Bremerhaven über Ocean Park
Geht man allerdings von der Verfallsgeschwindigkeit der Innovationen in der Informationsgesellschaft aus, wird die in die Realität umgesetzte Innovation bereits veraltet sein, wenn sie fertiggestellt ist, wenn man einmal davon absieht, wer denn noch die zahlungsfähigen Kunden des Freizeitangebots sein werden, wenn die Rationalisierung der Arbeit so weitergeht wie bisher und den Verantwortlichen für Strukturwandel nichts anderes einfällt, als Freizeitpark neben Freizeitpark zu bauen. Natürlich, die Investitionen in die künstlichen Welten ziehen Geld, Kreativität und Aufmerksamkeit von der realen Welt ab, die allmählich immer mehr verfallen könnte und so die Attraktivität nicht nur von künstlichen Freizeitwelten, sondern auch von neuen abgeschlossenen Siedlungen fördert, die wie die Disney-Stadt Alltag und Freizeitpark zu einem neuen Amalgam verbindet. Auch in Japan soll sich aus der künstlich nachgebauten holländischen Stadt Huis Ten Bosch bei Nagasaki, die jetzt noch ein Freizeitpark ist, eine echte Stadt entwickeln, in der dann über 100000 Japaner in einem einheitlichen europäischen Ambiente der Vergangenheit mit Grachten und Windmühlen leben sollen. Angeblich sei schon über die Hälfte des Geländes an künftige einwohner verkauft.

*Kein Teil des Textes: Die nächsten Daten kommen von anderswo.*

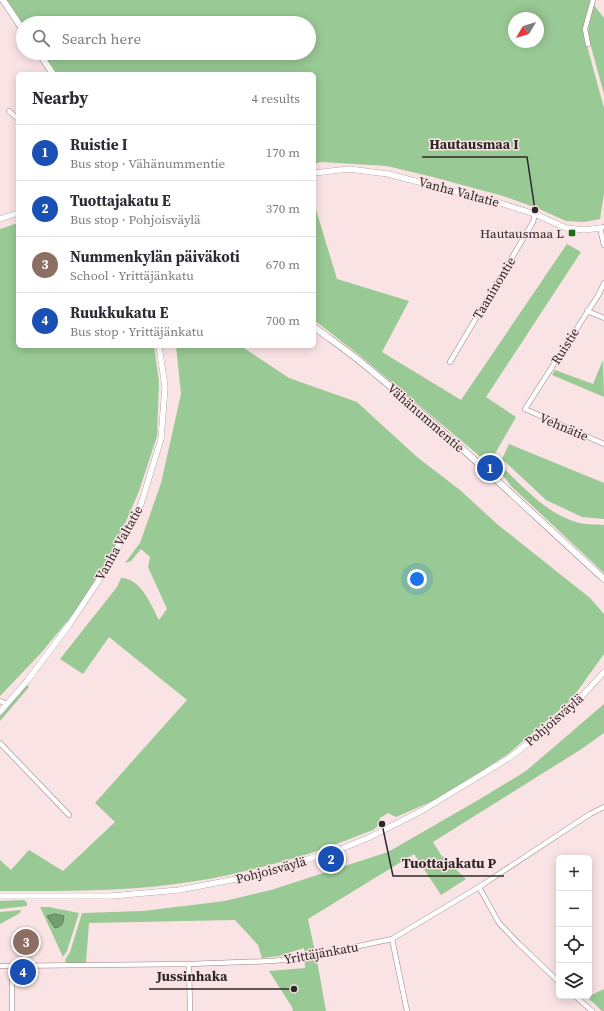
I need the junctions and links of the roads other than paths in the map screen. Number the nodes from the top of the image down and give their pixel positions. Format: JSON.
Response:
{"nodes":[{"id":1,"x":3,"y":0,"type":"edge"},
{"id":2,"x":593,"y":0,"type":"edge"},
{"id":3,"x":16,"y":20,"type":"edge"},
{"id":4,"x":588,"y":44,"type":"dead end"},
{"id":5,"x":44,"y":60,"type":"edge"},
{"id":6,"x":52,"y":72,"type":"edge"},
{"id":7,"x":9,"y":111,"type":"dead end"},
{"id":8,"x":16,"y":117,"type":"edge"},
{"id":9,"x":316,"y":172,"type":"edge"},
{"id":10,"x":16,"y":214,"type":"edge"},
{"id":11,"x":535,"y":214,"type":"junction"},
{"id":12,"x":0,"y":219,"type":"edge"},
{"id":13,"x":602,"y":227,"type":"edge"},
{"id":14,"x":604,"y":244,"type":"edge"},
{"id":15,"x":604,"y":283,"type":"edge"},
{"id":16,"x":587,"y":311,"type":"junction"},
{"id":17,"x":604,"y":318,"type":"edge"},
{"id":18,"x":316,"y":328,"type":"edge"},
{"id":19,"x":159,"y":348,"type":"edge"},
{"id":20,"x":450,"y":362,"type":"dead end"},
{"id":21,"x":525,"y":409,"type":"joint"},
{"id":22,"x":604,"y":444,"type":"edge"},
{"id":23,"x":604,"y":579,"type":"edge"},
{"id":24,"x":604,"y":672,"type":"edge"},
{"id":25,"x":0,"y":701,"type":"edge"},
{"id":26,"x":7,"y":704,"type":"junction"},
{"id":27,"x":0,"y":712,"type":"edge"},
{"id":28,"x":0,"y":743,"type":"edge"},
{"id":29,"x":604,"y":807,"type":"edge"},
{"id":30,"x":69,"y":815,"type":"dead end"},
{"id":31,"x":479,"y":887,"type":"junction"},
{"id":32,"x":0,"y":896,"type":"edge"},
{"id":33,"x":392,"y":939,"type":"junction"},
{"id":34,"x":188,"y":964,"type":"junction"},
{"id":35,"x":0,"y":966,"type":"edge"},
{"id":36,"x":12,"y":966,"type":"junction"},
{"id":37,"x":556,"y":979,"type":"edge"},
{"id":38,"x":578,"y":999,"type":"edge"},
{"id":39,"x":12,"y":1011,"type":"edge"},
{"id":40,"x":190,"y":1011,"type":"edge"},
{"id":41,"x":407,"y":1011,"type":"edge"},
{"id":42,"x":592,"y":1011,"type":"edge"}],
"edges":[{"from":1,"to":3,"type":"main road"},
{"from":2,"to":4,"type":"street"},
{"from":5,"to":6,"type":"main road"},
{"from":7,"to":8,"type":"street"},
{"from":9,"to":11,"type":"street","name":"Vanha Valtatie"},
{"from":10,"to":12,"type":"street"},
{"from":11,"to":13,"type":"street","name":"Vanha Valtatie"},
{"from":11,"to":20,"type":"street","name":"Taaninontie"},
{"from":13,"to":14,"type":"street"},
{"from":15,"to":16,"type":"street","name":"Ruistie"},
{"from":16,"to":17,"type":"street"},
{"from":16,"to":21,"type":"street","name":"Ruistie"},
{"from":18,"to":23,"type":"main road","name":"Vähänummentie"},
{"from":19,"to":26,"type":"street","name":"Vanha Valtatie"},
{"from":21,"to":22,"type":"street","name":"Vehnätie"},
{"from":24,"to":32,"type":"street","name":"Pohjoisväylä"},
{"from":25,"to":26,"type":"street"},
{"from":26,"to":27,"type":"street","name":"Vanha Valtatie"},
{"from":28,"to":30,"type":"street"},
{"from":29,"to":31,"type":"street","name":"Yrittäjänkatu"},
{"from":31,"to":33,"type":"street","name":"Yrittäjänkatu"},
{"from":31,"to":37,"type":"street"},
{"from":33,"to":34,"type":"street","name":"Yrittäjänkatu"},
{"from":33,"to":41,"type":"street"},
{"from":34,"to":36,"type":"street","name":"Yrittäjänkatu"},
{"from":34,"to":40,"type":"street"},
{"from":35,"to":36,"type":"street","name":"Yrittäjänkatu"},
{"from":36,"to":39,"type":"street"},
{"from":38,"to":42,"type":"street"}]}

Attraktiv aber werden solche künstlichen Freizeit- und Lebenswelten nur sein, solange sie eine Ausnahme darstellen. Doch Wegwerfen wie einen PC, der von einem leistungsstärkeren überholt wird, oder einmal schnell dem neuesten Stand der Technik anpassen, lassen sich wohl solche riesigen, in Hardware betonierten Inseln nicht so einfach. So steht zu vermuten, daß die jetzt zu Freizeitparks umgewandelten Industriebrachen schon demnächst die Brachen der kaum begonnenen Informationsgesellschaft sein werden. Fragt sich bloß, was sich mit den ganzen Bürogebäuden anstellen läßt.